**EXERCISE MATERIAL**
++++++++++

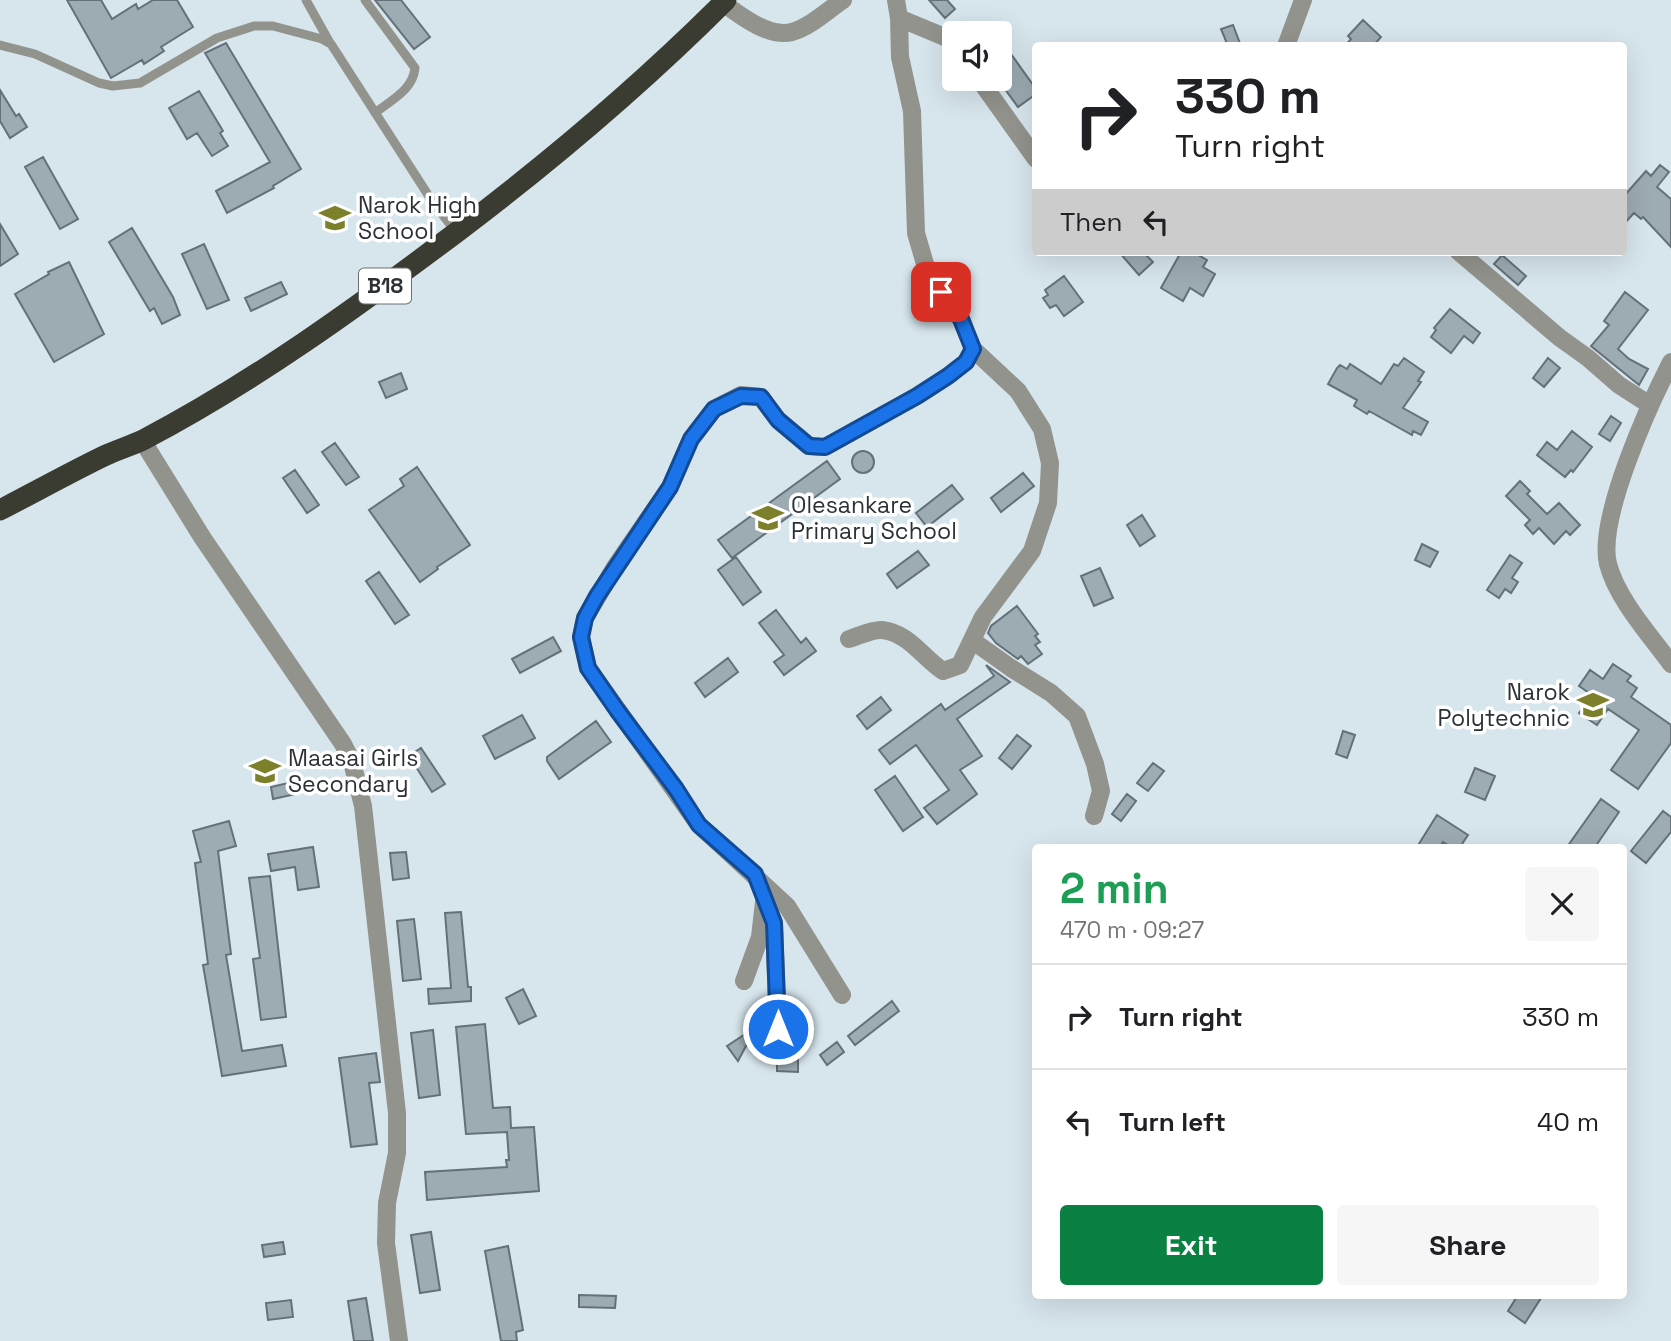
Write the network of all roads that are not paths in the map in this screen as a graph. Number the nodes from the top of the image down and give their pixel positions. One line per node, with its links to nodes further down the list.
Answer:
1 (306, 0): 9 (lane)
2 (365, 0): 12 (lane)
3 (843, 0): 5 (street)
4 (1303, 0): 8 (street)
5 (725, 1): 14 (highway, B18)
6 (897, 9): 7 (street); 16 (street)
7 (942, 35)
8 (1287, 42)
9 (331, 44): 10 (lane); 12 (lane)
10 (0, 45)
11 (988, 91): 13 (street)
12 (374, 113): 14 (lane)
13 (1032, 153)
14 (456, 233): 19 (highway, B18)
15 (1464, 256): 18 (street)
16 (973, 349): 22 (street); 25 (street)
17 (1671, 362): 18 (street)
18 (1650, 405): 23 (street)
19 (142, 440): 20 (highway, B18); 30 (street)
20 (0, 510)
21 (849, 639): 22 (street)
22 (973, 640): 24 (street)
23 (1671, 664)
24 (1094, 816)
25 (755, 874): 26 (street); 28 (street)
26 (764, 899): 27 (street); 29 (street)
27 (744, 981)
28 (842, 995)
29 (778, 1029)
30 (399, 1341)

++++++++++

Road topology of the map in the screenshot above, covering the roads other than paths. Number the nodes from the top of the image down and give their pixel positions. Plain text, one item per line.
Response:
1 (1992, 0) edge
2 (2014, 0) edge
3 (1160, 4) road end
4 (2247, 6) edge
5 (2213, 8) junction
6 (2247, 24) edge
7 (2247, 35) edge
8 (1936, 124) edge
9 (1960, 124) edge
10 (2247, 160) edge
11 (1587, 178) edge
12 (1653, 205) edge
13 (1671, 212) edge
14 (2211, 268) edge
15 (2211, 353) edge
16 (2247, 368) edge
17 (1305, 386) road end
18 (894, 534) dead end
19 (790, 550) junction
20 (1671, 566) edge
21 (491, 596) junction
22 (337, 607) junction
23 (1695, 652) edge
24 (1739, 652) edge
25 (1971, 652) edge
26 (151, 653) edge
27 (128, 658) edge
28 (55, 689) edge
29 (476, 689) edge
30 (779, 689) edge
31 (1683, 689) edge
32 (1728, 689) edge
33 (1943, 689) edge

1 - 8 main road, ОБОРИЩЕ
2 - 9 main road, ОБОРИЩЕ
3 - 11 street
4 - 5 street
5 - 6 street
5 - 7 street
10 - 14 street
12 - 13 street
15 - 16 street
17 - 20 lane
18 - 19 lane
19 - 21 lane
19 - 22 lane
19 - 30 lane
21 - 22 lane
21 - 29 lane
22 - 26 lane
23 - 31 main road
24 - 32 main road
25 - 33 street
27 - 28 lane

++++++++++

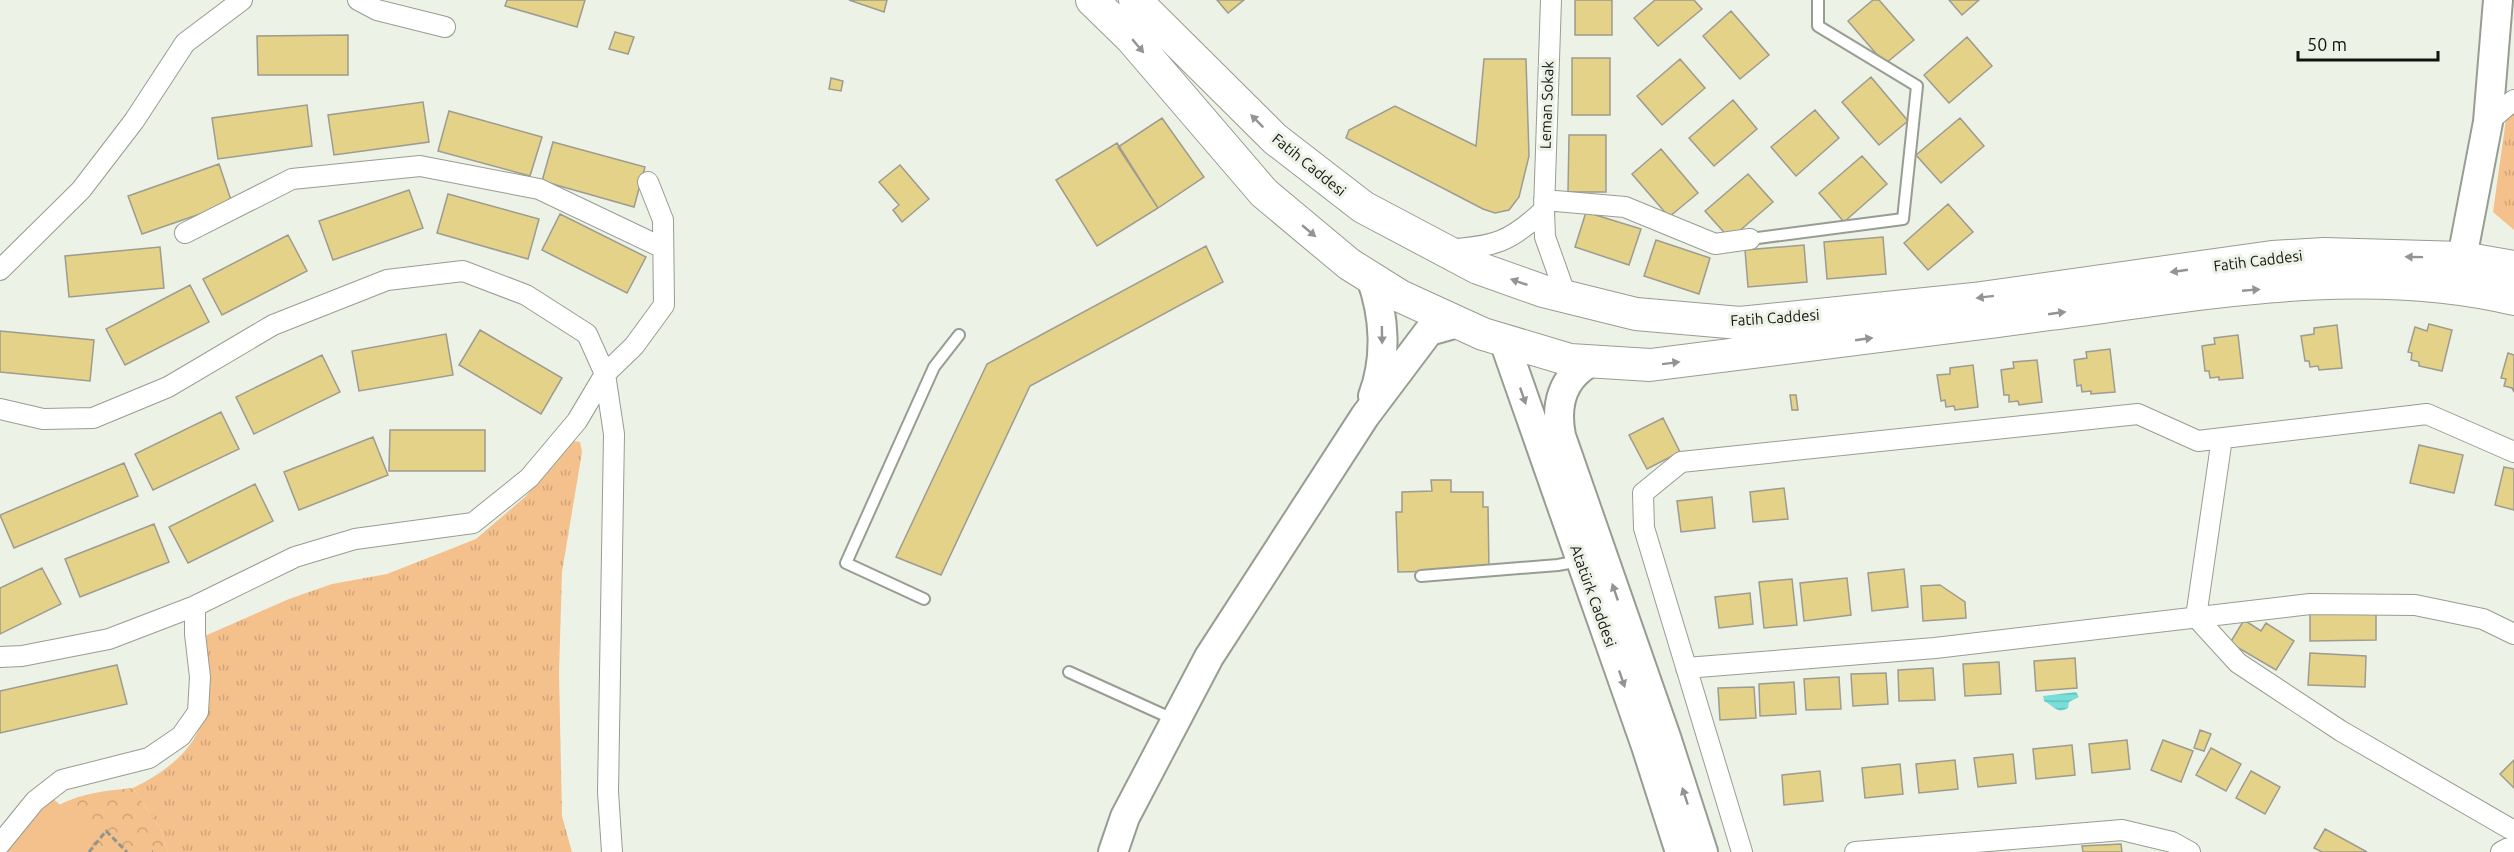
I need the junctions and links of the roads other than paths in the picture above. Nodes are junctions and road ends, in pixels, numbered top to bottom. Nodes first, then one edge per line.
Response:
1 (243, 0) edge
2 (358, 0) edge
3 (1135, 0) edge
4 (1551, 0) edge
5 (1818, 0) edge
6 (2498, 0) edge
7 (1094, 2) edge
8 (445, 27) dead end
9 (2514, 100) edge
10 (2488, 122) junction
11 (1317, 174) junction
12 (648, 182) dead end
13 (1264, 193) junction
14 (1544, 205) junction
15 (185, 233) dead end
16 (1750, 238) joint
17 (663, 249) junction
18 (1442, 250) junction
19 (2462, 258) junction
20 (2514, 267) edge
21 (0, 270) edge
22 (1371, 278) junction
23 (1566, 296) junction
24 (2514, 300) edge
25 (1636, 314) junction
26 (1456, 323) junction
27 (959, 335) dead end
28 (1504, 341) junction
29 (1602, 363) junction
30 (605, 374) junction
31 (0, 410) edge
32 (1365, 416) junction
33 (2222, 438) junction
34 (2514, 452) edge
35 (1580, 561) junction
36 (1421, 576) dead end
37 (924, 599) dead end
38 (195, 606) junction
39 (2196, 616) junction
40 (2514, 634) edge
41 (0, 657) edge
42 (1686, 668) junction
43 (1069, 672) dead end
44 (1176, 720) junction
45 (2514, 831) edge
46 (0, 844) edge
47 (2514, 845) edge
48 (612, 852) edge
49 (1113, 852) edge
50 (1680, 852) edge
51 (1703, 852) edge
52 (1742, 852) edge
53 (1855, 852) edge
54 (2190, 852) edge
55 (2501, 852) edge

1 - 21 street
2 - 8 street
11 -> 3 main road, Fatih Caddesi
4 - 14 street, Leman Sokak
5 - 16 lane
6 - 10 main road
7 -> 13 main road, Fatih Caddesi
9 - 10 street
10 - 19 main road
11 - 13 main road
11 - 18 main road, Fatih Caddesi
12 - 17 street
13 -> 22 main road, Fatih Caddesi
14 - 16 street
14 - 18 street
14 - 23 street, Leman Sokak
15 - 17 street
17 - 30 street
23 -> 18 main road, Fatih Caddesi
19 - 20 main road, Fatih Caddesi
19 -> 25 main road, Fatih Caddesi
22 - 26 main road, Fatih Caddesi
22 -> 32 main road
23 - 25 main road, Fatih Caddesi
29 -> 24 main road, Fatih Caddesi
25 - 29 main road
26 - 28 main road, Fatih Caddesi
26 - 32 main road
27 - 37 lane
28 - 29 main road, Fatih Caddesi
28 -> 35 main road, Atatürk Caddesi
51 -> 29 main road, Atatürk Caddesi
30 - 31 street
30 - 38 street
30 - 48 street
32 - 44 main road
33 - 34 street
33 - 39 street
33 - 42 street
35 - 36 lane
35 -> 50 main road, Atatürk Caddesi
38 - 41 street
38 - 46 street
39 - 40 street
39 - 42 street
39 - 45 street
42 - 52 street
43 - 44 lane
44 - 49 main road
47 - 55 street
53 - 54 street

++++++++++

**PROBLEM TO SOLVE**
Only lines with the word "other" are wanted, so copy each one from the records.

**PROBLEM SOLUTION**
Road topology of the map in the screenshot above, covering the roads other than paths. Number the nodes from the top of the image down and give their pixel positions. Plain text, one item per line.
I need the junctions and links of the roads other than paths in the picture above. Nodes are junctions and road ends, in pixels, numbered top to bottom. Nodes first, then one edge per line.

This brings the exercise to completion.